[R-lang] Comparing PQL fits for logistic regression models

[T. Florian Jaeger]

On 10/10/07, David Reitter <dreitter at inf.ed.ac.uk> wrote:
>
> What are the options to compare fits of logistic regression models?
>
> My models are fitted using 'glmmPQL' from the MASS and nlme
> libraries. The models to be compared differ in their use of
> covariates, e.g.,
>
> model.1 <- glmmPQL(dep ~ pred1a * pred2, random=1|subj, family=binomial)
> model.2 <- glmmPQL(dep ~ pred1b * pred2, random=1|subj, family=binomial)
>
> pred1a and pred1b are correlated, and I'd like to estimate their
> relative predictive power.


predictive power? you can, of course, use predict() [you have to write your
own version if you want to use the random effects]. and then use
cross-validation to get a measure for unseen data.

Both models use the same datasets, but the covariate structure is not
> nested.


you should create a superset model containing all factors from the subset
models and then compare the subset models against the superset model. that's
the case independent of whether the model is fit maximizing ML or
quasi-likelihoods (this methods makes sure you compare nested models).

I think some people also use the DIC (deviance information criterion) to
compare non-nested models.
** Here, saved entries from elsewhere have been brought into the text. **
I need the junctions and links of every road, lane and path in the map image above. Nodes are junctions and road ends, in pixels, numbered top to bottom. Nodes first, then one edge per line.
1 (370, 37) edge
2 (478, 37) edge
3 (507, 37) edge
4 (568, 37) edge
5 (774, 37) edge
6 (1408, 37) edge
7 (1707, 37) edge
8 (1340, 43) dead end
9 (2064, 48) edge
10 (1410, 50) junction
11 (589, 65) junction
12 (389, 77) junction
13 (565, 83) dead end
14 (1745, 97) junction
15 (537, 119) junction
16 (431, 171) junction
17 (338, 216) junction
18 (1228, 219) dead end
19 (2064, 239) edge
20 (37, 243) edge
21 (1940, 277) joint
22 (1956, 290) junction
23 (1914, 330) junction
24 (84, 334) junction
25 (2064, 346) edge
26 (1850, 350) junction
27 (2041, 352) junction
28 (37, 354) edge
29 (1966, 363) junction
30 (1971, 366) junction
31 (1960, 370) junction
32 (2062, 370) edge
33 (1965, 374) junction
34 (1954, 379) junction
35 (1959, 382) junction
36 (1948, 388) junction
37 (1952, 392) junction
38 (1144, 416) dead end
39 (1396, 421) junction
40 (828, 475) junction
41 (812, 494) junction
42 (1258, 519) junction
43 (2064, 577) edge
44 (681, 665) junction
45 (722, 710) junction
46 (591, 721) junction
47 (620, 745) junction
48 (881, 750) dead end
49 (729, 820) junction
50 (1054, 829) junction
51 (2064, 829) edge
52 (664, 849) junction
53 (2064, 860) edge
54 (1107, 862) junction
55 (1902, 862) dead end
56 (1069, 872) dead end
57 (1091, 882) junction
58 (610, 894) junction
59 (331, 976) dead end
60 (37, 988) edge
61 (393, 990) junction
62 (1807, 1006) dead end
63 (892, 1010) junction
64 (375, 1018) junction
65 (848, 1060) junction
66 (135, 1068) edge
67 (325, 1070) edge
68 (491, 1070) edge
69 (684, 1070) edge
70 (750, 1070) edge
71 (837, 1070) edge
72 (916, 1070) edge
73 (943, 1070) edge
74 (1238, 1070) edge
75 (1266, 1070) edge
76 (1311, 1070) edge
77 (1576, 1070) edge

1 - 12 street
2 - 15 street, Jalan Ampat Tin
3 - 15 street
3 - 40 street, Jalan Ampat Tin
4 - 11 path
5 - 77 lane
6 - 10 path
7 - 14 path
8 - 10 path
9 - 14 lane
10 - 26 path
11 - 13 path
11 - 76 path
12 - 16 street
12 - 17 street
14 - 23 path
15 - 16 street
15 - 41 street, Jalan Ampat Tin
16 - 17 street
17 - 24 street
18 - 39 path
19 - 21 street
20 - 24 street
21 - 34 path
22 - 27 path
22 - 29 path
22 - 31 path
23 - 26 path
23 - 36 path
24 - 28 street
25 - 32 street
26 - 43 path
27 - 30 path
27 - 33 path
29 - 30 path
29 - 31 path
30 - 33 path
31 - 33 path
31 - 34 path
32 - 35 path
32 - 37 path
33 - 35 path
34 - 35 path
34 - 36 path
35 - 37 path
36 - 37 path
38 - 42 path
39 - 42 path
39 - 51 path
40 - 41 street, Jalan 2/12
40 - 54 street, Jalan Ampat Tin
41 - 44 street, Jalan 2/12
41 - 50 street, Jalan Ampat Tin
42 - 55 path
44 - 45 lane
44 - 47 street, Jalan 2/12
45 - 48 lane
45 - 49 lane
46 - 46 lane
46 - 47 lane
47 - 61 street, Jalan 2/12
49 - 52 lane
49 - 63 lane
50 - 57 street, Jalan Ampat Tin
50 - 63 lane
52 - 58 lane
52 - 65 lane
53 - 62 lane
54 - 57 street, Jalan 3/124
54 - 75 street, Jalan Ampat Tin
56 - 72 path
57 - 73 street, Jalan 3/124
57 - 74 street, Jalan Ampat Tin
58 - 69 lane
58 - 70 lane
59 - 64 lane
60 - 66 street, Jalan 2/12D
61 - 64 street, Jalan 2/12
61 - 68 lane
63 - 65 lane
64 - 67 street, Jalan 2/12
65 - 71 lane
Shravan Vasishth was talking about this. Maybe
you can ask him? I have yet to be convinced that this is ok.

(Adjusted) R^2 are not available, which I think has to do with the
> PQL fitting algorithm (it is not a maximum likelihood fit - do I
> remember correctly?).


it's penalized quasi-likelihood, even though now you can also use Laplace
approximated quasi-likelihood. in either case, an analytic approximation of
the ML function is optimized since no analytic solution to the ML function
is known. (the other alternative is Monte Carlo simulations, but they become
unfeasible with as little as 3 parameters according to Agresti02).

AIC doesn't seem to be useful either ([1]). AIC, BIC and Log-
> Likelihood are only output as "NA" using the "summary" function. If
> there is no valid Log-Likelihood available for a PQL model, we can't
> compute Nagelkerke's (Pseudo) R^2, can we?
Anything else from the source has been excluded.